• [SUPPLIED RECORDS]
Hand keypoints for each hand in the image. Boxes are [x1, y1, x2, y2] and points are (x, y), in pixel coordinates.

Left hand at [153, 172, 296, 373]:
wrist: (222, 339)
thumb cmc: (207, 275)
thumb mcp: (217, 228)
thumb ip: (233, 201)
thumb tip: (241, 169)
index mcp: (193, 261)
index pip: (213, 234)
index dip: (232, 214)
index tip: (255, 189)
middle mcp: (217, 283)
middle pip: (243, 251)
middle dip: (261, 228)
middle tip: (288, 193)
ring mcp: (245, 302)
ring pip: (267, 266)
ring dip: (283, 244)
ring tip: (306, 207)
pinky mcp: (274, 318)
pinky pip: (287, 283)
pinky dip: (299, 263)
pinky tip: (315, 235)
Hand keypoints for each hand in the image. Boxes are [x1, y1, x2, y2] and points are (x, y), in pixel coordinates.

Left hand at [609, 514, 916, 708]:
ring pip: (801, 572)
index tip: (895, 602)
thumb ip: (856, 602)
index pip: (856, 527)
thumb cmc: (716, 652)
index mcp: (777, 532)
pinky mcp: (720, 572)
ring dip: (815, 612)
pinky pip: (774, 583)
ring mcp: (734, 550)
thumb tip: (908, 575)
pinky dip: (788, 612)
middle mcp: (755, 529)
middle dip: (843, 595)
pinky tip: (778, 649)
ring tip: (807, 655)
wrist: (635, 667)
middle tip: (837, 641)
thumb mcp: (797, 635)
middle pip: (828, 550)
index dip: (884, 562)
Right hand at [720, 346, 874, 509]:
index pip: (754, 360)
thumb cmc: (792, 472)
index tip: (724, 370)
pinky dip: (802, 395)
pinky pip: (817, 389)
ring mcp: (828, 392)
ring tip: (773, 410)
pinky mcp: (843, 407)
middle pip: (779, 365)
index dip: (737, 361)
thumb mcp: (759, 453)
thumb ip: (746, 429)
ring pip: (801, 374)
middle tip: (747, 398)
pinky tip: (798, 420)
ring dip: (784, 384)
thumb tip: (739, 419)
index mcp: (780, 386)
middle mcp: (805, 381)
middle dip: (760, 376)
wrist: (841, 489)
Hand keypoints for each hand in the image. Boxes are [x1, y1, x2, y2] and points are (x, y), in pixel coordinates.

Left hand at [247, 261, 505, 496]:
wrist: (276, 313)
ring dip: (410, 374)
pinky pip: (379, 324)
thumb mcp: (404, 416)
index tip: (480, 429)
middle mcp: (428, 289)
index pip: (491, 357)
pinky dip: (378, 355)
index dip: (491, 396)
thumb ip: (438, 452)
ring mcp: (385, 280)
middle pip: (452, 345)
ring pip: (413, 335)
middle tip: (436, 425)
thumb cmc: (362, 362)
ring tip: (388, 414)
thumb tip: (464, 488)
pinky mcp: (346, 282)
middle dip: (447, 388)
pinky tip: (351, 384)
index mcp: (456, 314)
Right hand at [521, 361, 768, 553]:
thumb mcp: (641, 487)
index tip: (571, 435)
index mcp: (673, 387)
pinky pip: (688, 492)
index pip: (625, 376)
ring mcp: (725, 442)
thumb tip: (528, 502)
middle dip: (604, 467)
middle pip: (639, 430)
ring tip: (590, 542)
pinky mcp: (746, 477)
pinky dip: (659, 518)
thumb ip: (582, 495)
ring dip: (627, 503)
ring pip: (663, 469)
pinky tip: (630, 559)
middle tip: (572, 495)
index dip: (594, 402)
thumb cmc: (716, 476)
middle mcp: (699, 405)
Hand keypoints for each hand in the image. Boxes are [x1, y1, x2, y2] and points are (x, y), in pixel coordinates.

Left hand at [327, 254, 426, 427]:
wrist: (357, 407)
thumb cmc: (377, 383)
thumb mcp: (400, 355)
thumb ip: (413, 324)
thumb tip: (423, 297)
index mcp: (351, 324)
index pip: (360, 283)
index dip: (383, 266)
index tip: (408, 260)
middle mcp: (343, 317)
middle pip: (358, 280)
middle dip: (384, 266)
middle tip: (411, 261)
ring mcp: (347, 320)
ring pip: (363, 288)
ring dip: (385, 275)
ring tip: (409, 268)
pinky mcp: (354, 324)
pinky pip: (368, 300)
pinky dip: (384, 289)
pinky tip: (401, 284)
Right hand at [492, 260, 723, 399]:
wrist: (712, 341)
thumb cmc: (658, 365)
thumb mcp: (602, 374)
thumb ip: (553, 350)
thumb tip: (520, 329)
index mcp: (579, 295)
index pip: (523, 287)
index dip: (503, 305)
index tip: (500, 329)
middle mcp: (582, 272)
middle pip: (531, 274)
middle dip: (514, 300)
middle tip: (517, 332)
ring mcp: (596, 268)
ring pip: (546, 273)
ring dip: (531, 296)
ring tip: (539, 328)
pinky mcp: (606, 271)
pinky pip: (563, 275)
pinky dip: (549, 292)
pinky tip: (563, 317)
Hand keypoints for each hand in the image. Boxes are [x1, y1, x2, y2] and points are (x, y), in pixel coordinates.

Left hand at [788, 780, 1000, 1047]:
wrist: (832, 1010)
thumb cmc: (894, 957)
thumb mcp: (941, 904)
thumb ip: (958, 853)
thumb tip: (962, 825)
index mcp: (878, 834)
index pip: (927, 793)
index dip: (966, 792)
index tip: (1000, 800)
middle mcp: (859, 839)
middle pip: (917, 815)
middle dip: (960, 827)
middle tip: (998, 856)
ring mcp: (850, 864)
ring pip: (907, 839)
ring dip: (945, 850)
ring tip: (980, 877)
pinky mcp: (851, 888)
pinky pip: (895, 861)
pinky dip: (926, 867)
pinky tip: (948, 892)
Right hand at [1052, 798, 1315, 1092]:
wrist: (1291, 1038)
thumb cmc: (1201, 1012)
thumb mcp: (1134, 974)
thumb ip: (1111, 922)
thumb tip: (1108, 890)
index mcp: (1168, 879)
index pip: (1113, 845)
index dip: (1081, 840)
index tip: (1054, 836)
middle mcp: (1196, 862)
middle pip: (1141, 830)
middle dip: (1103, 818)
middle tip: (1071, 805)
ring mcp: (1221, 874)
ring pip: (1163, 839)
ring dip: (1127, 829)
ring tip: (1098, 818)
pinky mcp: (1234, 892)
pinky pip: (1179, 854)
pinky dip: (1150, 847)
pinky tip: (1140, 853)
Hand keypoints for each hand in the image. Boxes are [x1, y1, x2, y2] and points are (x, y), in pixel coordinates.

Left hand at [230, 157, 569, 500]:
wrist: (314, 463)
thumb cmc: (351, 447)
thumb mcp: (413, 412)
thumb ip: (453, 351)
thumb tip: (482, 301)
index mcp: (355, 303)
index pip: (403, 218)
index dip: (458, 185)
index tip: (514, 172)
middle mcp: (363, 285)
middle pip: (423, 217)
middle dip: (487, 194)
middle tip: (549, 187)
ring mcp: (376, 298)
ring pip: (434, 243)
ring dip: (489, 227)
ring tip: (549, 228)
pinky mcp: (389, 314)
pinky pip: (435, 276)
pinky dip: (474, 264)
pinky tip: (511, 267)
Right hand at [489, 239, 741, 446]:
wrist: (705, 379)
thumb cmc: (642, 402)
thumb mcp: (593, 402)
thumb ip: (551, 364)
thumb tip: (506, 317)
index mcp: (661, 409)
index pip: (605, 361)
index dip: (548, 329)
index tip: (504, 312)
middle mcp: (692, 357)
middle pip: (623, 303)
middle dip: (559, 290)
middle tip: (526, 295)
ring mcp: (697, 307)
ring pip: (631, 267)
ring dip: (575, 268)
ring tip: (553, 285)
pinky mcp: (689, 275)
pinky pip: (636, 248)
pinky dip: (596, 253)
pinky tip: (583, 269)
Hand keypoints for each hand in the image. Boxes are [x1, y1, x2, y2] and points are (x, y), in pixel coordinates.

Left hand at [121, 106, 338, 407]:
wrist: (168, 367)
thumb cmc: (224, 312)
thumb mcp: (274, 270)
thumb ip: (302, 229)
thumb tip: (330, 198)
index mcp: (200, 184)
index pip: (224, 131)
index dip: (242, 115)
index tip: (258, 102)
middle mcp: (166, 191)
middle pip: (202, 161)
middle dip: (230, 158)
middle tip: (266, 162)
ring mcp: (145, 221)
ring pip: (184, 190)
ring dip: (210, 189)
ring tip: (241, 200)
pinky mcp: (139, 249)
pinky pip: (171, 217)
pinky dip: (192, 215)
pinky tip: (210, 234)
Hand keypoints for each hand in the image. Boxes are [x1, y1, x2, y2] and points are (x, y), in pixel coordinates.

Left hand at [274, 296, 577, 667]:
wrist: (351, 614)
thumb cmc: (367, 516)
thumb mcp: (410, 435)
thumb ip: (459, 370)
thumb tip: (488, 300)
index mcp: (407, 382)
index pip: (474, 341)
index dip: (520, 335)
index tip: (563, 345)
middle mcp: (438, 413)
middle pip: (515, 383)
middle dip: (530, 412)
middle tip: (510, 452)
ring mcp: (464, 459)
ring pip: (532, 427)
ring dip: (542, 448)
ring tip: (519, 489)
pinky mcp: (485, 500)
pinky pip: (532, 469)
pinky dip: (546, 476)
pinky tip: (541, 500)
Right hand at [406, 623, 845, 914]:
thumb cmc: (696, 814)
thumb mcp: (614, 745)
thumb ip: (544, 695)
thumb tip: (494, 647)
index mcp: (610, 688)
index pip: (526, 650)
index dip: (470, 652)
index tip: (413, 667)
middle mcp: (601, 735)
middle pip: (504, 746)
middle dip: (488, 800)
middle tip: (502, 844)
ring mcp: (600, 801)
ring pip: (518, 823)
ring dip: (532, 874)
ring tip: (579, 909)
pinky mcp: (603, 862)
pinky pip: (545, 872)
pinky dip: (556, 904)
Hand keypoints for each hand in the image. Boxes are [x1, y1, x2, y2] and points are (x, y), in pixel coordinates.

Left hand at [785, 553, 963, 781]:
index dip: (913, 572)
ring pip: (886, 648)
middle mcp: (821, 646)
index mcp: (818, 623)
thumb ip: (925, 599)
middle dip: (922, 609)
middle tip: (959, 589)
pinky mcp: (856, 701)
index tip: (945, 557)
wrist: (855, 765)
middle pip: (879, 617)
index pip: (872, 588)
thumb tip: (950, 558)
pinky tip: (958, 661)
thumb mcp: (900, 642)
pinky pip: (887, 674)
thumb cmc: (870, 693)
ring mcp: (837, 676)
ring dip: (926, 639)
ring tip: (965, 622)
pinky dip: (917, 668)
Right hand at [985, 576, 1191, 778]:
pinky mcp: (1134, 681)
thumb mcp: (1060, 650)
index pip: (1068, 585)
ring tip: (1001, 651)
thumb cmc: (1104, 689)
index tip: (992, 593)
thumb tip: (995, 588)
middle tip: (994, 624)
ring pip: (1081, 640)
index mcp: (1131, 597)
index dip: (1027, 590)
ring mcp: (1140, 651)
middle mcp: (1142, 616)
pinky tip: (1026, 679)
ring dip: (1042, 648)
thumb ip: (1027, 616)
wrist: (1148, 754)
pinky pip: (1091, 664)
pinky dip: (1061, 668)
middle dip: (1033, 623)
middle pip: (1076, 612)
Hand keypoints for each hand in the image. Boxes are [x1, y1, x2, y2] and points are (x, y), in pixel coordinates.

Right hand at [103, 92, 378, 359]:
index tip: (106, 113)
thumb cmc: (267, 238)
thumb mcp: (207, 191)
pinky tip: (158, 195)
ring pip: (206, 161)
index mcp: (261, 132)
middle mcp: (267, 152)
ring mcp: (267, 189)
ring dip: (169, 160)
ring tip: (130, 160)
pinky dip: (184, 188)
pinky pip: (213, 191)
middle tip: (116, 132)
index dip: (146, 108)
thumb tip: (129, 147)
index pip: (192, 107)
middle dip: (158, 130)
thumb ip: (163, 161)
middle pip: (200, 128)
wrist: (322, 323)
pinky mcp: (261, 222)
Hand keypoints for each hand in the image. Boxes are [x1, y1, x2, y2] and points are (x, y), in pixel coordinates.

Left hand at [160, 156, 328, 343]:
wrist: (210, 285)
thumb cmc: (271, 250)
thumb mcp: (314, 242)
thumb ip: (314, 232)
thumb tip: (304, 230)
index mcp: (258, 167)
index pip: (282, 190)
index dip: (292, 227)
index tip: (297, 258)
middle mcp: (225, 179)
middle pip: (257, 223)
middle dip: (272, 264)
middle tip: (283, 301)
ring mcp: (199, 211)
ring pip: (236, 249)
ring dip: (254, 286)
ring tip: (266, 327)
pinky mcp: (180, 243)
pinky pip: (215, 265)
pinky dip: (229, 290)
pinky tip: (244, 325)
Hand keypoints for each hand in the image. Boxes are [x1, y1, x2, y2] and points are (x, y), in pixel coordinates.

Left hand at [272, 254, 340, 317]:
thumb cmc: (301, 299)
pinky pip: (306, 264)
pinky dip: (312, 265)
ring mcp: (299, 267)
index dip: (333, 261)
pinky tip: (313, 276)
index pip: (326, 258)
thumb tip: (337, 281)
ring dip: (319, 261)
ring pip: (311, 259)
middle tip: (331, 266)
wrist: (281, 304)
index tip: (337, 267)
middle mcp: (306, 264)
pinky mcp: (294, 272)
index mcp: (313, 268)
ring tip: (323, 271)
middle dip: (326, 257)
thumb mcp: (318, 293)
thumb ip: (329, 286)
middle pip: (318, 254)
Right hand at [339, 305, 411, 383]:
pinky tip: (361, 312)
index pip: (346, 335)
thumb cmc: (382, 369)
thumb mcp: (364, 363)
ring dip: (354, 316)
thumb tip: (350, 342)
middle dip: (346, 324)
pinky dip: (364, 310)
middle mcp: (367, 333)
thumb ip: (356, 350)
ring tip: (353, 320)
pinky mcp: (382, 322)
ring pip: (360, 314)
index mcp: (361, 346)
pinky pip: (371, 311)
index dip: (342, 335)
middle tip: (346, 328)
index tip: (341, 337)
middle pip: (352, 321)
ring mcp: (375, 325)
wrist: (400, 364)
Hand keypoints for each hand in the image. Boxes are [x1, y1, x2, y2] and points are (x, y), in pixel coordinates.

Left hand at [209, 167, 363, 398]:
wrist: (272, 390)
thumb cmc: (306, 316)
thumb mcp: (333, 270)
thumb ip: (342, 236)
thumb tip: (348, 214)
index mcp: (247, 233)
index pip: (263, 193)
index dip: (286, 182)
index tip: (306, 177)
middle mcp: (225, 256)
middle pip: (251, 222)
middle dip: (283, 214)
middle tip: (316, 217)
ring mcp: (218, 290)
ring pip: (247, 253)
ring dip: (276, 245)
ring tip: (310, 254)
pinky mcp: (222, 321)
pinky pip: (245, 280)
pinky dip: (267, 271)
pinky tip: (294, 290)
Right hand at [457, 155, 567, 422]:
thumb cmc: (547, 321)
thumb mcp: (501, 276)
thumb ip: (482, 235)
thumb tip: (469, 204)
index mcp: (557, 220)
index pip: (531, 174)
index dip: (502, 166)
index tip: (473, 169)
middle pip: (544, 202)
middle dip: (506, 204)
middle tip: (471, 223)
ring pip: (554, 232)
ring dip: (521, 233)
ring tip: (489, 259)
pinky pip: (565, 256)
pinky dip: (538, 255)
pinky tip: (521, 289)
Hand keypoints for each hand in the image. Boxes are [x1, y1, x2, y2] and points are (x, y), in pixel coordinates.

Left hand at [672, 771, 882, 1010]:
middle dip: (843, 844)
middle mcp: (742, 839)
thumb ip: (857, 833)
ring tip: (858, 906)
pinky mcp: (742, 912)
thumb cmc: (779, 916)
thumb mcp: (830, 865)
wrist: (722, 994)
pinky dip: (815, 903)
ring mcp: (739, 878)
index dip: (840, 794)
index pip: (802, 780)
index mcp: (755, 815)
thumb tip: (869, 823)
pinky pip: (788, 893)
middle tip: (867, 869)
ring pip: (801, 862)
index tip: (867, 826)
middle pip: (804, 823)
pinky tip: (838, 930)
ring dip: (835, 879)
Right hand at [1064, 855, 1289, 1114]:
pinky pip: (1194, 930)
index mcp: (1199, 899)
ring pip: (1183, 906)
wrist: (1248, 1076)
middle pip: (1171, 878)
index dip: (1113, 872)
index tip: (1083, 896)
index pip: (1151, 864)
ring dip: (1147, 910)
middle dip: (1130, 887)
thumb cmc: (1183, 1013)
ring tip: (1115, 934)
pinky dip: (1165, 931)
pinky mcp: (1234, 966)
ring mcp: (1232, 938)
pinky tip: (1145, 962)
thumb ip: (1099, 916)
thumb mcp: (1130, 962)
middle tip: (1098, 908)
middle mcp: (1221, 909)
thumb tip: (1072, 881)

• [TASK DIRECTIONS]
In the entries above, find the line with "index pip: (474, 341)" and the line with "middle pip: (504, 746)", then set down exactly those two and every line between them, nothing else.

• [OUTPUT FOR THIS TASK]
index pip: (474, 341)
index dip: (520, 335)
index tip: (563, 345)
middle mcp: (438, 413)
middle pip: (515, 383)
middle dip: (530, 412)
middle tip: (510, 452)
ring mcp: (464, 459)
ring pip: (532, 427)
ring dip: (542, 448)
ring tip: (519, 489)
pinky mcp: (485, 500)
pinky pip: (532, 469)
pinky dip: (546, 476)
pinky tip: (541, 500)
Right hand at [406, 623, 845, 914]:
thumb cmc: (696, 814)
thumb mcp: (614, 745)
thumb ip: (544, 695)
thumb tip: (494, 647)
index mcp: (610, 688)
index pip: (526, 650)
index dip: (470, 652)
index tip: (413, 667)
middle mcp: (601, 735)
middle pip: (504, 746)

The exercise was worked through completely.